Long after the lollipop: an outburst of resistance leaves me questioning the ‘stuff’ learnt at home



The systematic research which culminated in my doctoral thesis was sparked off by an encounter with my eldest daughter, then 6 years old.

Hoping to make her view a piece of  school work from a different perspective, I tried to make a bridge between what she had just learnt at school and a possible parallel in an everyday, non-scholastic context. I was surprised by the extent of her resistance to my suggestions as by the vehemence of her tearful, exasperated outburst:

But Mummy! The one has nothing to do with the other! School is school, and here you are telling me stuff about home! What the teacher says is right, and anyway, what do you know!

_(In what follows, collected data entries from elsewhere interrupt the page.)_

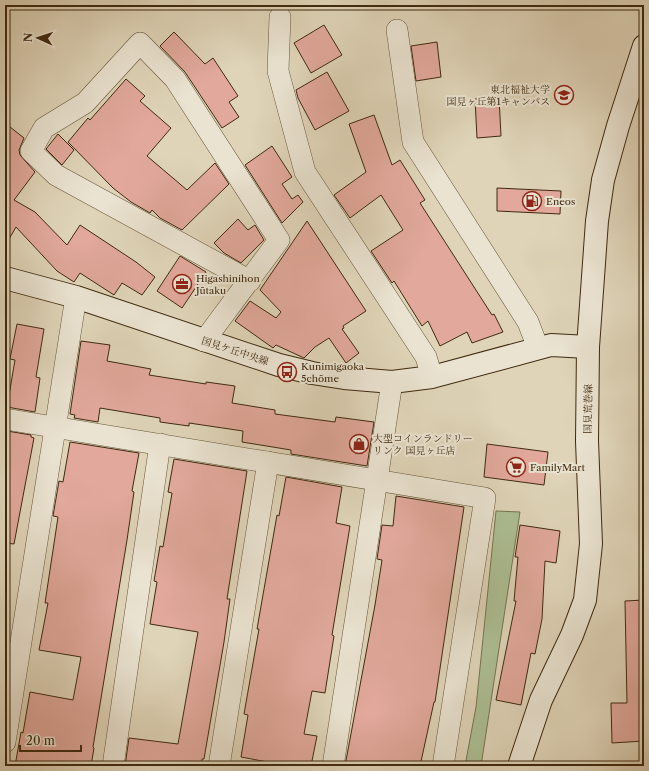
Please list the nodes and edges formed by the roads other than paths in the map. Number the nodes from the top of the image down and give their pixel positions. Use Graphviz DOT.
graph roads {
  1 [pos="280,17"];
  2 [pos="397,30"];
  3 [pos="644,46"];
  4 [pos="5,278"];
  5 [pos="250,281"];
  6 [pos="76,297"];
  7 [pos="204,341"];
  8 [pos="588,347"];
  9 [pos="538,348"];
  10 [pos="432,377"];
  11 [pos="392,382"];
  12 [pos="5,419"];
  13 [pos="54,427"];
  14 [pos="160,444"];
  15 [pos="268,462"];
  16 [pos="378,480"];
  17 [pos="5,742"];
  18 [pos="113,766"];
  19 [pos="219,766"];
  20 [pos="333,766"];
  21 [pos="443,766"];
  22 [pos="519,766"];
  1 -- 10 [label="street"];
  2 -- 9 [label="street"];
  3 -- 8 [label="street, 国見荒巻線"];
  4 -- 6 [label="street, 国見ケ丘中央線"];
  5 -- 5 [label="street"];
  5 -- 7 [label="street"];
  6 -- 7 [label="street, 国見ケ丘中央線"];
  6 -- 13 [label="street"];
  7 -- 11 [label="street, 国見ケ丘中央線"];
  8 -- 9 [label="street, 国見ケ丘中央線"];
  8 -- 22 [label="street, 国見荒巻線"];
  9 -- 10 [label="street, 国見ケ丘中央線"];
  10 -- 11 [label="street, 国見ケ丘中央線"];
  11 -- 16 [label="street"];
  12 -- 13 [label="street"];
  13 -- 14 [label="street"];
  13 -- 17 [label="street"];
  14 -- 15 [label="street"];
  14 -- 18 [label="street"];
  15 -- 16 [label="street"];
  15 -- 19 [label="street"];
  16 -- 20 [label="street"];
  16 -- 21 [label="street"];
}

A number of things became clear to me as I watched my daughter demonstratively heave her work more to her side of the table. Firstly, that literacy acquisition can be an emotive affair. Secondly, this child evidently makes a clear demarcation between home and school. The third, most perturbing, conclusion was not only my daughter’s unequivocal sense of the incompatibility of the two domains, but also the further strong allusion to the displacement of the validity of learning contributions from the home (relegated to mere stuff) by the infallibility of learning contributions from school. Was all of this only taking place in my daughter’s mind, or also in the minds of other children, parents and teachers, I wondered?  Such reflections engendered a series of questions:

  1. How do the pre-schoolers I investigate encounter literacy at school?
  2. How do the same experience literacy out of school?
  3. Which values are communicated by school literacy practices?
  4. How do these compare to the values communicated by the children’s home literacy practices?
  5. To what extent do homes and schools, as literacy domains, interact?


The major hurdle to be overcome for anyone wishing to see what goes on behind closed doors is access. I knew from the start that my research would not involve large numbers, for I was not looking to follow an entire class of children over a longer period, but wanted, above all, to perform qualitative research on one child. I began to scan my environment. Most of the mothers approached had kept the work their children had done at nursery school not only because they found it cute, but also because none of their own work had ever been valued enough to be kept. Here again we see the bridge between parents’ childhood recollections and their behaviour towards their offspring. Careful probing revealed, however, that almost no-one had systematically kept the work their children produced at home; the drawings, mark-makings, first writings, etc. Whilst this provides insights into the contrasting values placed upon children’s writing and drawing performed at school and at home, the latter of which mysteriously disappeared at a convenient moment, it nonetheless thwarted my research ambitions. The only person I knew who had meticulously guarded every piece of work done at home and at school was:  myself.